Cass Sunstein's book, The Partial Constitution, brings together a number of his constitutional law essays from the last ten years. During that time, Sunstein has argued, powerfully, for the unconstitutionality of regulatory constraints on access to abortion; for the constitutionality of and the need for regulation of violent pornography; for the constitutionality of limits on both campaign spending and congressional control over public broadcasting; for the deep consistency, conventional wisdom to the contrary notwithstanding, of the Court's repudiation of Lochner in 1937 with its 1974 decision in Roe v. Wade; for the view that we should accord far less deference than we do to presently held preferences and presently conceived "interests" in our public or collective decisionmaking; and for the view that at the heart of our constitutional traditions lies a commitment to deliberative democracy which, if sufficiently attended, could generate many more specific constitutional entailments, including but not limited to those put forth above. This book represents, and by so doing strengthens, these arguments and a good number of others as well. This book is well worth reading and rereading if for no other reason than to get a sense of the power of traditional legal arguments when put to often quite nontraditional political ends.
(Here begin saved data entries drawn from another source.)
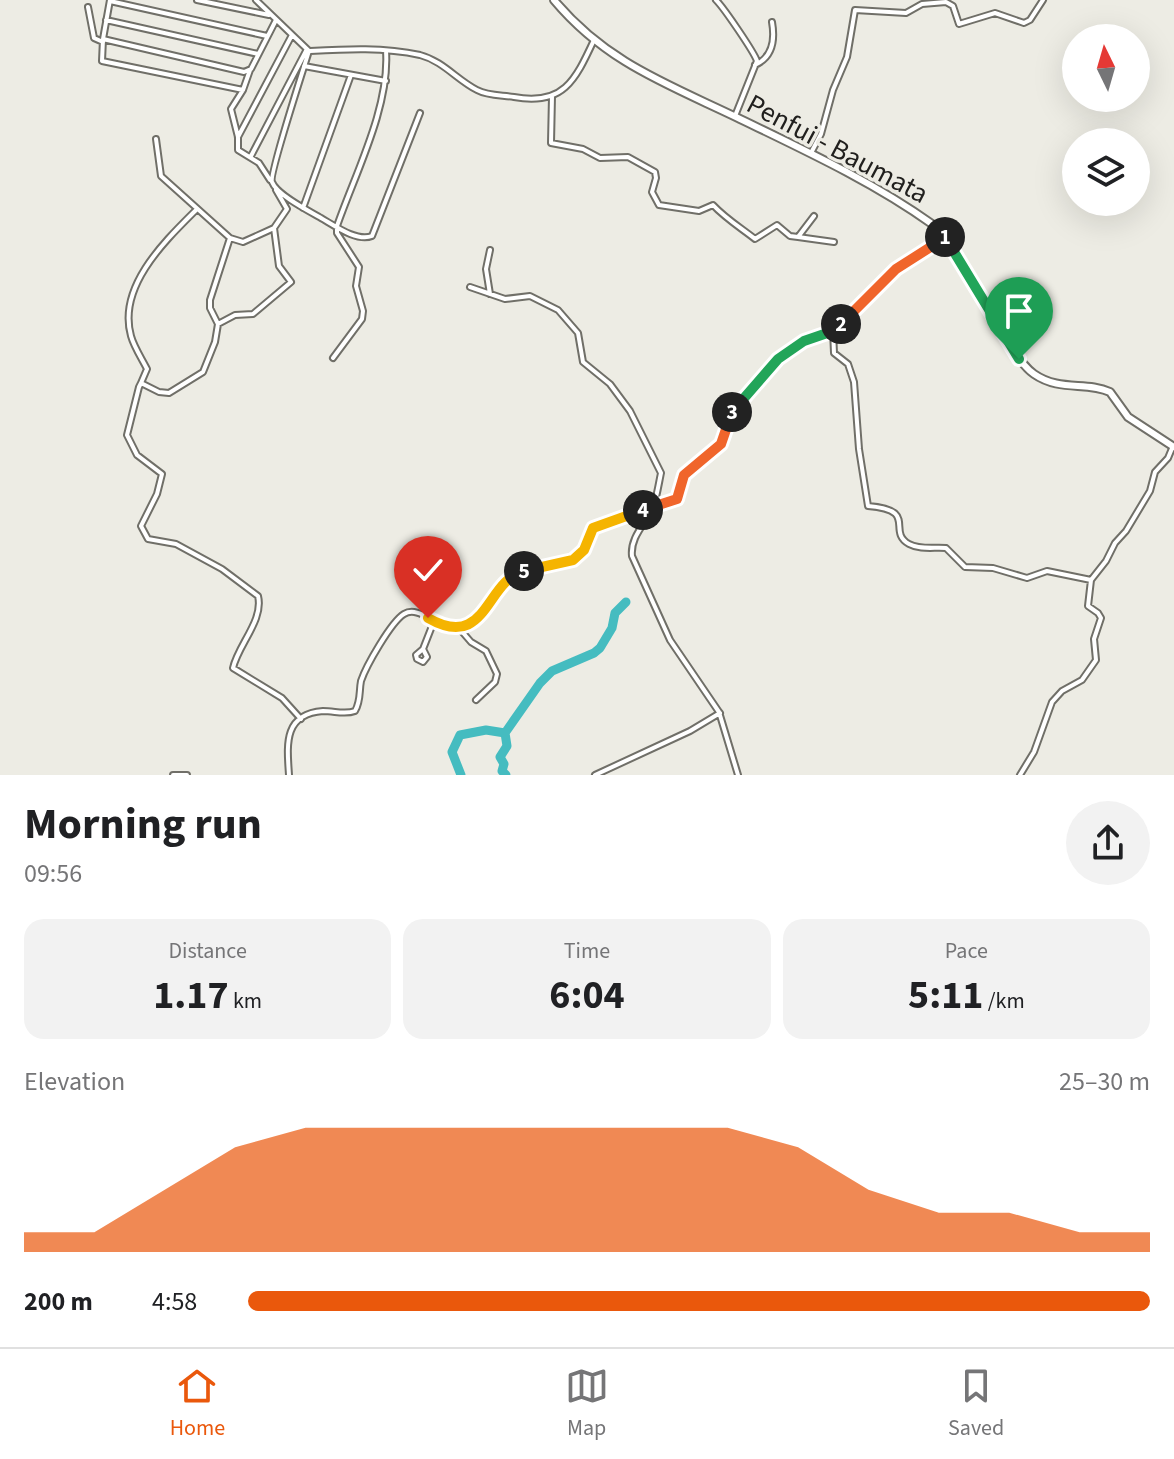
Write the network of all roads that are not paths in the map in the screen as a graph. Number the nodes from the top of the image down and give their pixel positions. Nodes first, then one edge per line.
1 (110, 0) edge
2 (197, 0) edge
3 (256, 0) edge
4 (554, 0) edge
5 (716, 0) edge
6 (1043, 0) edge
7 (88, 7) dead end
8 (271, 15) junction
9 (106, 20) junction
10 (276, 20) junction
11 (772, 22) dead end
12 (292, 35) junction
13 (267, 36) junction
14 (594, 40) junction
15 (103, 41) junction
16 (308, 50) junction
17 (386, 51) junction
18 (258, 54) junction
19 (755, 65) junction
20 (304, 66) junction
21 (251, 69) junction
22 (351, 75) junction
23 (386, 81) junction
24 (243, 90) junction
25 (552, 96) junction
26 (420, 113) dead end
27 (735, 116) junction
28 (238, 137) junction
29 (156, 139) dead end
30 (811, 153) junction
31 (251, 156) junction
32 (271, 181) junction
33 (276, 190) junction
34 (303, 208) junction
35 (197, 209) junction
36 (814, 216) dead end
37 (337, 226) junction
38 (274, 228) junction
39 (942, 232) junction
40 (798, 237) junction
41 (230, 238) junction
42 (834, 242) dead end
43 (490, 250) dead end
44 (470, 287) dead end
45 (490, 294) junction
46 (218, 324) junction
47 (833, 331) junction
48 (333, 358) dead end
49 (141, 383) junction
50 (1174, 447) edge
51 (654, 506) junction
52 (1091, 580) junction
53 (434, 621) junction
54 (458, 627) junction
55 (423, 649) dead end
56 (476, 700) dead end
57 (720, 713) junction
58 (301, 719) junction
59 (173, 775) edge
60 (187, 775) edge
61 (289, 775) edge
62 (595, 775) edge
63 (738, 775) edge
64 (1020, 775) edge

1 - 9 street
1 - 13 street
2 - 8 street
3 - 8 street
4 - 14 street, Penfui - Baumata
5 - 19 street
6 - 30 street
7 - 15 street
8 - 10 street
9 - 15 street
9 - 18 street
10 - 12 street
10 - 13 street
11 - 19 street
12 - 16 street
12 - 28 street
13 - 18 street
14 - 25 street
14 - 27 street, Penfui - Baumata
15 - 21 street
15 - 24 street
16 - 17 street
16 - 20 street
16 - 31 street
17 - 23 street
17 - 25 street
18 - 21 street
19 - 27 street
20 - 22 street
20 - 32 street
21 - 24 street
22 - 23 street
22 - 34 street
23 - 37 street
24 - 28 street
25 - 40 street
26 - 37 street
27 - 30 street, Penfui - Baumata
28 - 31 street
29 - 35 street
30 - 39 street, Penfui - Baumata
31 - 32 street
32 - 33 street
33 - 34 street
33 - 38 street
34 - 37 street
35 - 41 street
35 - 49 street
36 - 40 street
37 - 48 street
38 - 41 street
38 - 46 street
39 - 47 street
39 - 50 street, Penfui - Baumata
40 - 42 street
41 - 46 street
43 - 45 street
44 - 45 street
45 - 51 street
46 - 49 street
47 - 51 street
47 - 52 street
49 - 58 street
50 - 52 street
51 - 54 street
51 - 57 street
52 - 64 street
53 - 54 street
53 - 55 street
53 - 58 street
54 - 56 street
57 - 62 street
57 - 63 street
58 - 61 street
59 - 60 street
What Sunstein has tried to do in this book is to weave his arguments on particular issues into a coherent whole, largely by identifying and then developing the common philosophical premises of the various positions he has taken over the last ten years. He then argues that the conception of the Constitution that emerges from a careful elaboration of those premises is both truer to our history and more just than the competing visions of the Constitution that both constitutional theorists and the Court have developed in the modem, post-New Deal era. Importantly, though, Sunstein does not simply present "his" interpretation of the Constitution as one possible interpretation among any number. Rather, his starting premises, he clearly believes, are correct and widely held to be so. If that assumption is right, and if we share with him a commitment to rational forms of argument, then the Constitution he envisions is not just "his" interpretation; instead, it is in an important sense "our" Constitution. It follows that the conclusions he reaches on substantive constitutional positions, including some he calls "surprising," should command general assent. I think this larger, overarching project is not in the end successful, but I also think it is a tremendously worthy endeavor. It is a project full of promise and hope: the Constitution here envisioned is a just Constitution which could indeed service the ends of justice in contemporary life. Consequently, when the project fails, the failures are tremendously disappointing, and the reasons for those failures important.

In this review, I will first describe the deep structure of Sunstein's Constitution by outlining what I take to be the major premises elaborated in his book and then criticizing sequentially each of the premises I take to be the basic building blocks of Sunstein's "partial Constitution." All of Sunstein's basic premises, I think, are more problematic than Sunstein believes them to be. By identifying the problems I hope to suggest that the flaws, although deep, are curable, and that whether or not that is the case, the constitutional goals Sunstein puts forward in this book are goals we should applaud.